SM: I am fascinated by the “trap” you speak of, making things too difficult. There is a subtle difference between “difficult” and “complex”. It seems that your playing has often been complex without being difficult, and encountering complexity seems endemic to doing research. Listening to your recorded performances throughout your career, I have yet to find a single example of “over-playing” or “over-complicating”. Rather, I hear a drummer doing research behind the kit.
BB: I’m aware of the trap of making things unnecessarily difficult because I’ve fallen into it on numerous occasions. If obstacles and constraints are always necessary for action to become experience, and either one or both is absent, it is a perennial temptation for those who wish to be, or be seen as, “artistic” to create them! When I was young, I probably thought that doing things the hard way was, in some puritanical sense, character building. A useful approach if perhaps you want to develop physical and mental strength. But in the production of art, complex doesn’t necessarily mean difficult, nor does simple mean easy.
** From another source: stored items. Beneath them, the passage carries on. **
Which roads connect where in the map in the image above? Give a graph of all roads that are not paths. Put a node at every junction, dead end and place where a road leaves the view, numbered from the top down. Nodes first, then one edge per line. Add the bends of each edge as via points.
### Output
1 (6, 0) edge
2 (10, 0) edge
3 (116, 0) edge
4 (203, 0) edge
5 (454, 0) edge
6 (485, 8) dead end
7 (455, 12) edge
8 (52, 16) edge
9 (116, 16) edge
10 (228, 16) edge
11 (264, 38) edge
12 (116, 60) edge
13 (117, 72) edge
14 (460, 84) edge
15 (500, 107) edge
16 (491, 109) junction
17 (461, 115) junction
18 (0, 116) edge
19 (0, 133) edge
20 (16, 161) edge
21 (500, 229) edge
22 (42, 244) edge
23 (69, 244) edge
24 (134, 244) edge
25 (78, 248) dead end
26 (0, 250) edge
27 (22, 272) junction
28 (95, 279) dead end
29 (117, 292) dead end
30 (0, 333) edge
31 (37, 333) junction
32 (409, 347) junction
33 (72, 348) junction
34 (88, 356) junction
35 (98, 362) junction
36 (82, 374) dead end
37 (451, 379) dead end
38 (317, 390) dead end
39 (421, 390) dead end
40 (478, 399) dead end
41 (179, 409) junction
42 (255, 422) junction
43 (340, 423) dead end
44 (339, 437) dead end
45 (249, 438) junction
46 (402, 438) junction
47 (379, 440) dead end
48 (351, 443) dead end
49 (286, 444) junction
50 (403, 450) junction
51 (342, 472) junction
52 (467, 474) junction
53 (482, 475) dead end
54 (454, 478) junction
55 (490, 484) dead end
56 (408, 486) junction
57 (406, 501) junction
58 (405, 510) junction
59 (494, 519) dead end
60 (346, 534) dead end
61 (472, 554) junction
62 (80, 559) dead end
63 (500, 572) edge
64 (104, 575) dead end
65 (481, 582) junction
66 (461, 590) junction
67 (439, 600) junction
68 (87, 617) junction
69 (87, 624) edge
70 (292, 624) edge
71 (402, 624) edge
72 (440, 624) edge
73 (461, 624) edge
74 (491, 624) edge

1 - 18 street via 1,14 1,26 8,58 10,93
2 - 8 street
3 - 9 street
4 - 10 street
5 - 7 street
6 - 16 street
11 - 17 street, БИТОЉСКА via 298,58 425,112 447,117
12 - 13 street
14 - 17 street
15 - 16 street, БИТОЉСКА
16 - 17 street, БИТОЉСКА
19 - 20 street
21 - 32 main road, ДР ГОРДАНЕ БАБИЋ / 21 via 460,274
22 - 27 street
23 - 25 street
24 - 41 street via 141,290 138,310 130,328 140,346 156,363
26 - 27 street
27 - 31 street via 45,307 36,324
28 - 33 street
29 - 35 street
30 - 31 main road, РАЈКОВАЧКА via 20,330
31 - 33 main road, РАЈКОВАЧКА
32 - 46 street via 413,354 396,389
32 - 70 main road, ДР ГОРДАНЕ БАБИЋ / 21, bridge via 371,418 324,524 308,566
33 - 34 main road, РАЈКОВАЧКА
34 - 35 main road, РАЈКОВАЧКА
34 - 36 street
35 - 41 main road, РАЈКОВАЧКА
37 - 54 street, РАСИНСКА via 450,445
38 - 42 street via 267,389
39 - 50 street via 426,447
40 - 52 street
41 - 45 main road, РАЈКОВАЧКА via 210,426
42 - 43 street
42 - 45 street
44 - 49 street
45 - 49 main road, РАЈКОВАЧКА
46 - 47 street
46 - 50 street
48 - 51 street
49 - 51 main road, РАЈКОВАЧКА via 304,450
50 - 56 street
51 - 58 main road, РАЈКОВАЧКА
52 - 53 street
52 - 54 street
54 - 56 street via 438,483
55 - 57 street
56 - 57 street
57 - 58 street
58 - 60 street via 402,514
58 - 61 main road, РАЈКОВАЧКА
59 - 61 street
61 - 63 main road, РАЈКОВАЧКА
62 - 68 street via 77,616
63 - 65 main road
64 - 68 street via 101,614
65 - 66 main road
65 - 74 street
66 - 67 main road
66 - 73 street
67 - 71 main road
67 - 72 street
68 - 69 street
The complex becomes simple when you can do it: the art is to conceal the art. Before you could ride a bike it was very difficult; the minute you could ride it, the complex became simple.
“But in the production of art, complex doesn’t necessarily mean difficult, nor does simple mean easy. The complex becomes simple when you can do it: the art is to conceal the art.”
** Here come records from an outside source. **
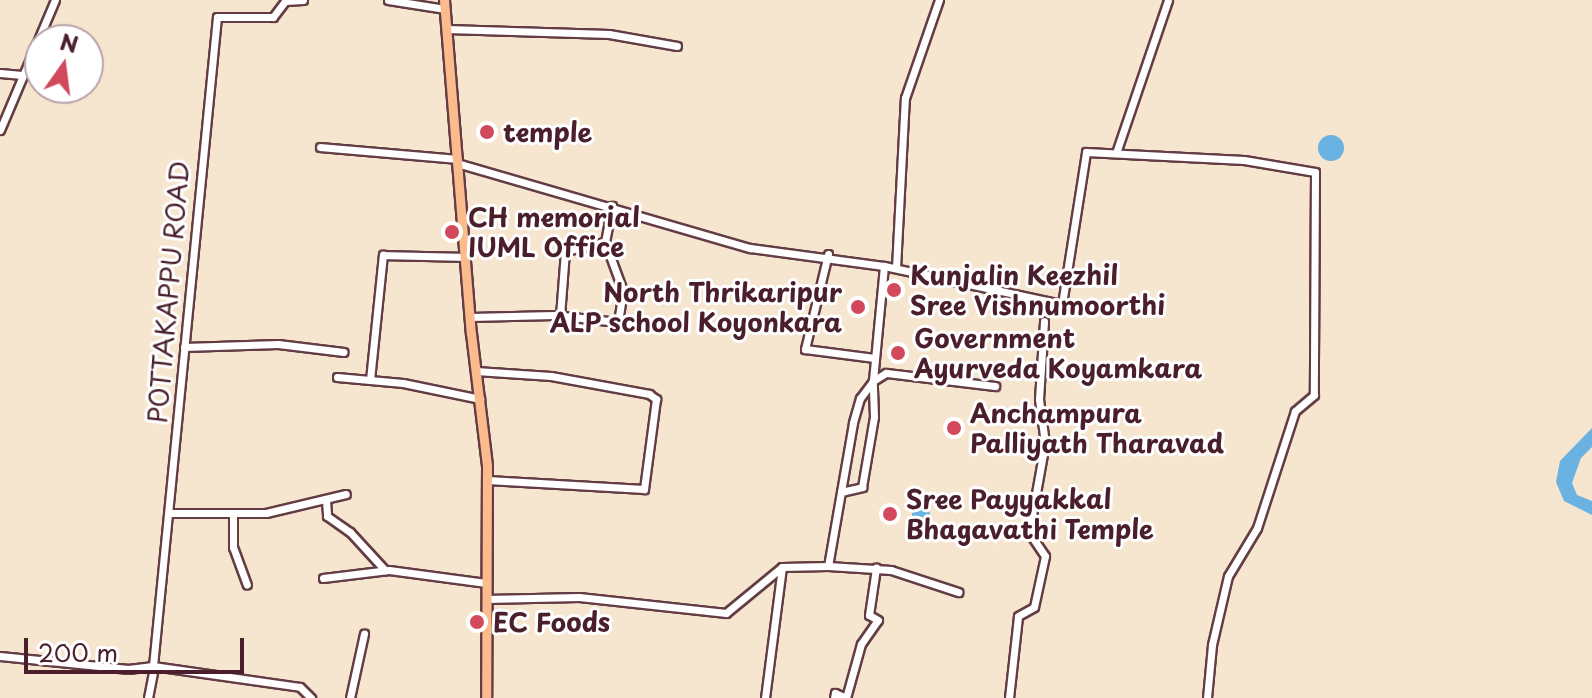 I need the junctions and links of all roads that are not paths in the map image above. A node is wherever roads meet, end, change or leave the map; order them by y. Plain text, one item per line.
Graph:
1 (55, 0) edge
2 (303, 0) edge
3 (388, 0) edge
4 (939, 0) edge
5 (1168, 0) edge
6 (444, 4) edge
7 (447, 29) junction
8 (677, 46) dead end
9 (0, 73) edge
10 (22, 75) junction
11 (0, 130) edge
12 (320, 147) dead end
13 (1117, 150) junction
14 (457, 161) junction
15 (612, 206) junction
16 (605, 242) junction
17 (828, 254) junction
18 (465, 257) junction
19 (884, 266) junction
20 (896, 268) junction
21 (560, 316) junction
22 (470, 317) junction
23 (1044, 321) dead end
24 (184, 347) junction
25 (344, 352) dead end
26 (874, 358) junction
27 (476, 371) junction
28 (337, 377) dead end
29 (370, 380) junction
30 (873, 381) junction
31 (995, 386) dead end
32 (480, 399) junction
33 (487, 480) junction
34 (841, 492) junction
35 (346, 494) dead end
36 (326, 500) junction
37 (170, 513) junction
38 (233, 514) junction
39 (828, 566) junction
40 (782, 567) junction
41 (876, 568) junction
42 (385, 570) junction
43 (323, 578) dead end
44 (486, 583) junction
45 (247, 585) dead end
46 (958, 592) dead end
47 (486, 599) junction
48 (364, 634) dead end
49 (0, 656) edge
50 (154, 667) junction
51 (148, 698) edge
52 (311, 698) edge
53 (350, 698) edge
54 (486, 698) edge
55 (765, 698) edge
56 (834, 698) edge
57 (846, 698) edge
58 (1009, 698) edge
59 (1207, 698) edge

1 - 10 street
2 - 24 street, POTTAKAPPU ROAD
3 - 6 street
4 - 20 street
5 - 13 street
6 - 7 main road
7 - 8 street
7 - 14 main road
9 - 10 street
10 - 11 street
12 - 14 street
13 - 20 street
13 - 59 street
14 - 15 street
14 - 18 main road
15 - 16 street
15 - 17 street
16 - 21 street
16 - 21 street
17 - 19 street
17 - 26 street
18 - 22 main road
18 - 29 street
19 - 20 street
19 - 26 street
21 - 22 street
22 - 27 main road
23 - 58 street
24 - 25 street
24 - 37 street, POTTAKAPPU ROAD
26 - 30 street
27 - 32 main road
27 - 33 street
28 - 29 street
29 - 32 street
30 - 31 street
30 - 34 street
30 - 34 street
32 - 33 main road
33 - 44 main road
34 - 39 street
35 - 36 street
36 - 38 street
36 - 42 street
37 - 38 street
37 - 50 street, POTTAKAPPU ROAD
38 - 45 street
39 - 40 street
39 - 41 street
40 - 47 street
40 - 55 street
41 - 46 street
41 - 57 street
42 - 43 street
42 - 44 street
44 - 47 main road
47 - 54 main road
48 - 53 street
49 - 50 street
50 - 51 street, POTTAKAPPU ROAD
50 - 52 street
56 - 57 street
I was about to say that as I matured as a musician I avoided being too much beyond my reach, but that doesn’t chime with the diminishing sense of confidence as I felt as the years rolled past. Knowing what is and what isn’t attainable in this passage of this song in this concert with these people in this situation becomes as useful a skill in music as in any walk of life. The effort may arise in the original conceptualization, with its execution easy. My experience in music groups was that once I knew what I was doing (tacit knowledge?) relative to co-performers, it was all easy. Until then, it was all impossible. With age and experience, I would say only that I probably got better at recognizing the attainable. The effectiveness of a politician, it is said, lies in knowing what’s possible. Perhaps also the artistically inclined drummer!
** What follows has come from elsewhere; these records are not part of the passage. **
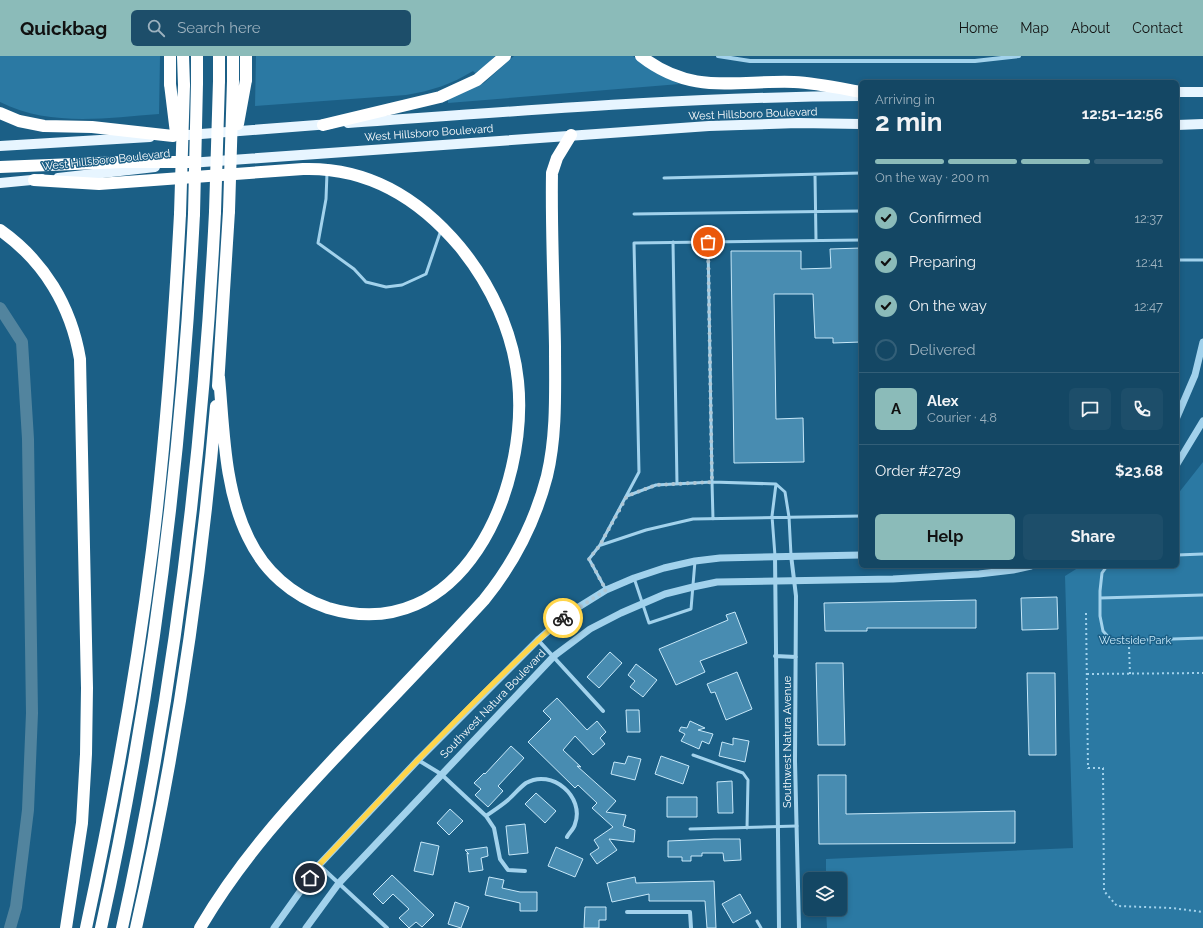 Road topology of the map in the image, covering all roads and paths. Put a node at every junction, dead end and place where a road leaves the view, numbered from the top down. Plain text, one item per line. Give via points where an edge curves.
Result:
1 (170, 56) edge
2 (183, 56) edge
3 (198, 56) edge
4 (219, 56) edge
5 (233, 56) edge
6 (246, 56) edge
7 (505, 56) edge
8 (642, 56) edge
9 (718, 56) edge
10 (921, 56) edge
11 (926, 56) edge
12 (1019, 56) edge
13 (750, 58) edge
14 (924, 61) junction
15 (859, 92) edge
16 (1179, 92) edge
17 (1203, 92) edge
18 (859, 96) edge
19 (0, 113) edge
20 (859, 124) edge
21 (1203, 124) edge
22 (323, 125) junction
23 (1179, 125) edge
24 (571, 135) junction
25 (172, 136) junction
26 (0, 146) edge
27 (190, 162) junction
28 (0, 167) edge
29 (231, 167) junction
30 (327, 169) junction
31 (181, 172) junction
32 (859, 173) edge
33 (815, 174) junction
34 (664, 178) dead end
35 (34, 180) junction
36 (0, 183) edge
37 (859, 211) edge
38 (816, 212) junction
39 (634, 214) dead end
40 (442, 228) junction
41 (0, 230) edge
42 (816, 240) junction
43 (859, 240) edge
44 (674, 242) junction
45 (708, 242) junction
46 (1179, 260) edge
47 (1203, 260) edge
48 (1203, 342) edge
49 (219, 377) junction
50 (1179, 412) edge
51 (1203, 421) edge
52 (1179, 461) edge
53 (712, 482) junction
54 (677, 484) junction
55 (776, 484) junction
56 (627, 496) junction
57 (772, 516) junction
58 (859, 516) edge
59 (790, 517) junction
60 (713, 519) junction
61 (600, 545) junction
62 (859, 554) edge
63 (1203, 554) edge
64 (791, 555) junction
65 (1179, 555) edge
66 (775, 556) junction
67 (695, 561) junction
68 (1018, 568) edge
69 (1106, 568) edge
70 (634, 578) junction
71 (794, 580) junction
72 (774, 581) junction
73 (693, 587) junction
74 (606, 590) junction
75 (1203, 595) edge
76 (1100, 598) junction
77 (642, 603) junction
78 (1086, 612) dead end
79 (1203, 638) edge
80 (538, 640) junction
81 (1129, 640) junction
82 (554, 656) junction
83 (775, 656) junction
84 (796, 657) junction
85 (1203, 673) edge
86 (1086, 674) junction
87 (1130, 674) junction
88 (603, 711) dead end
89 (693, 756) dead end
90 (418, 760) junction
91 (441, 774) junction
92 (486, 816) junction
93 (777, 826) junction
94 (797, 826) junction
95 (747, 828) junction
96 (690, 829) dead end
97 (567, 837) dead end
98 (319, 865) junction
99 (525, 871) dead end
100 (339, 883) junction
101 (627, 912) dead end
102 (1203, 912) edge
103 (757, 921) dead end
104 (66, 928) edge
105 (86, 928) edge
106 (101, 928) edge
107 (122, 928) edge
108 (136, 928) edge
109 (200, 928) edge
110 (274, 928) edge
111 (306, 928) edge
112 (387, 928) edge
113 (691, 928) edge
114 (761, 928) edge
115 (779, 928) edge
116 (799, 928) edge

1 - 31 highway, bridge via 170,84
2 - 31 highway, bridge
3 - 106 highway, bridge via 194,214 184,368 164,567 133,764
4 - 107 highway, bridge via 215,212 203,401 184,573 154,765
5 - 29 highway, bridge
6 - 29 highway, bridge via 246,80
7 - 22 highway via 477,80 447,95
8 - 15 highway via 665,71 684,79 704,83 795,82
9 - 13 street
10 - 14 street
11 - 14 street
12 - 14 street via 995,60
13 - 14 street
16 - 17 main road
18 - 22 main road, West Hillsboro Boulevard via 756,97 631,103
19 - 25 highway via 20,121 44,126 92,127
20 - 24 main road, West Hillsboro Boulevard via 754,124
21 - 23 main road
22 - 25 main road, West Hillsboro Boulevard
24 - 27 main road, West Hillsboro Boulevard
24 - 109 highway via 557,158 552,173 555,379 552,442 541,495 523,540 506,570 484,600 262,837 233,876
25 - 26 main road, West Hillsboro Boulevard
27 - 28 highway
27 - 35 main road, West Hillsboro Boulevard
29 - 49 highway, bridge
30 - 35 highway via 99,184
30 - 40 highway via 356,174 384,185 409,200
30 - 40 lane via 326,199 318,243 354,269 366,282 386,287 402,285 426,274
31 - 105 highway, bridge via 169,382 152,548 127,720
32 - 33 lane
33 - 34 lane
33 - 38 lane
35 - 36 main road, West Hillsboro Boulevard
37 - 38 lane
38 - 39 lane
38 - 42 lane
40 - 49 highway via 474,266 500,313 516,370 519,414 514,464 498,513 474,556 442,589 421,602 398,610 352,613 311,601 295,593 275,576 253,546 233,494
41 - 104 highway via 28,254 56,290 72,326 80,359 87,688 86,754 82,823
42 - 43 lane
42 - 45 lane
44 - 45 lane
44 - 54 lane
44 - 56 lane via 634,243 639,472
45 - 53 lane
46 - 47 lane
48 - 50 street via 1195,375
49 - 108 highway via 206,510 190,632 160,811
51 - 52 street
53 - 54 lane
53 - 55 lane
53 - 60 lane
54 - 56 lane via 656,485
55 - 57 lane
55 - 59 lane via 785,492
56 - 61 lane
57 - 59 lane
57 - 60 lane
57 - 66 lane
58 - 59 lane
59 - 64 lane
60 - 61 lane via 673,523
61 - 74 lane via 589,559
62 - 64 street, Southwest Natura Boulevard
63 - 65 lane
64 - 66 street, Southwest Natura Boulevard
64 - 71 street, Southwest Natura Avenue
66 - 67 street, Southwest Natura Boulevard
66 - 72 street, Southwest Natura Avenue
67 - 70 street, Southwest Natura Boulevard
67 - 73 lane
68 - 71 street, Southwest Natura Boulevard via 979,574 893,579
69 - 76 lane via 1102,573
70 - 74 street, Southwest Natura Boulevard
70 - 77 lane
71 - 72 street, Southwest Natura Boulevard
71 - 84 street, Southwest Natura Avenue
72 - 73 street, Southwest Natura Boulevard via 717,582
72 - 83 street, Southwest Natura Avenue
73 - 77 street, Southwest Natura Boulevard
73 - 77 lane via 692,609 648,623
74 - 80 street, Southwest Natura Boulevard via 569,612
75 - 76 lane
76 - 81 lane via 1103,631 1112,641
77 - 82 street, Southwest Natura Boulevard via 590,629
78 - 86 path
79 - 81 lane
80 - 82 street
80 - 90 street, Southwest Natura Boulevard
81 - 87 path
82 - 88 street
82 - 91 street, Southwest Natura Boulevard
83 - 84 street
83 - 93 street, Southwest Natura Avenue
84 - 94 street, Southwest Natura Avenue
85 - 87 path
86 - 87 path
86 - 102 path via 1088,768 1103,768 1104,891 1117,906
89 - 95 lane via 743,773 748,780
90 - 91 street
90 - 98 street, Southwest Natura Boulevard
91 - 92 street
91 - 100 street, Southwest Natura Boulevard
92 - 97 street via 527,783 550,780 564,786 572,797 576,813 575,824
92 - 99 street via 494,828 500,860 508,870
93 - 94 lane
93 - 95 lane
93 - 115 street, Southwest Natura Avenue
94 - 116 street, Southwest Natura Avenue
95 - 96 lane
98 - 100 street
98 - 110 street, Southwest Natura Boulevard
100 - 111 street, Southwest Natura Boulevard
100 - 112 street
101 - 113 street via 690,912
103 - 114 lane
“One of the most challenging tunes for me was the medium rock ballad ‘Heartbeat’ (King Crimson) on which I was entirely out of my comfort zone, or my comfort groove.”
Within the drum community there is much obeisance to “playing for the song”, by which is meant giving precedence to the lyric and staying out of its way with the production of something close to Moore’s standard rock beat (Moore 2013: 51-3). Others did that much better than I. I sought out bands that would accommodate the percussionist as dramatic actor: the terrorist-renegade (“Indiscipline”, King Crimson), the colourist (“Sheltering Sky”, King Crimson), the pitched melodicist (“Stromboli Kicks” or “Candles still Flicker in Romania’s Dark”, Earthworks; much of Cloud About Mercury, David Torn). One of the most challenging tunes for me was the medium rock ballad “Heartbeat” (King Crimson) on which I was entirely out of my comfort zone, or my comfort groove. Whether these characterizations of the drummer’s role were communicated to an audience was of secondary concern – their primary use was in helping me find something to play.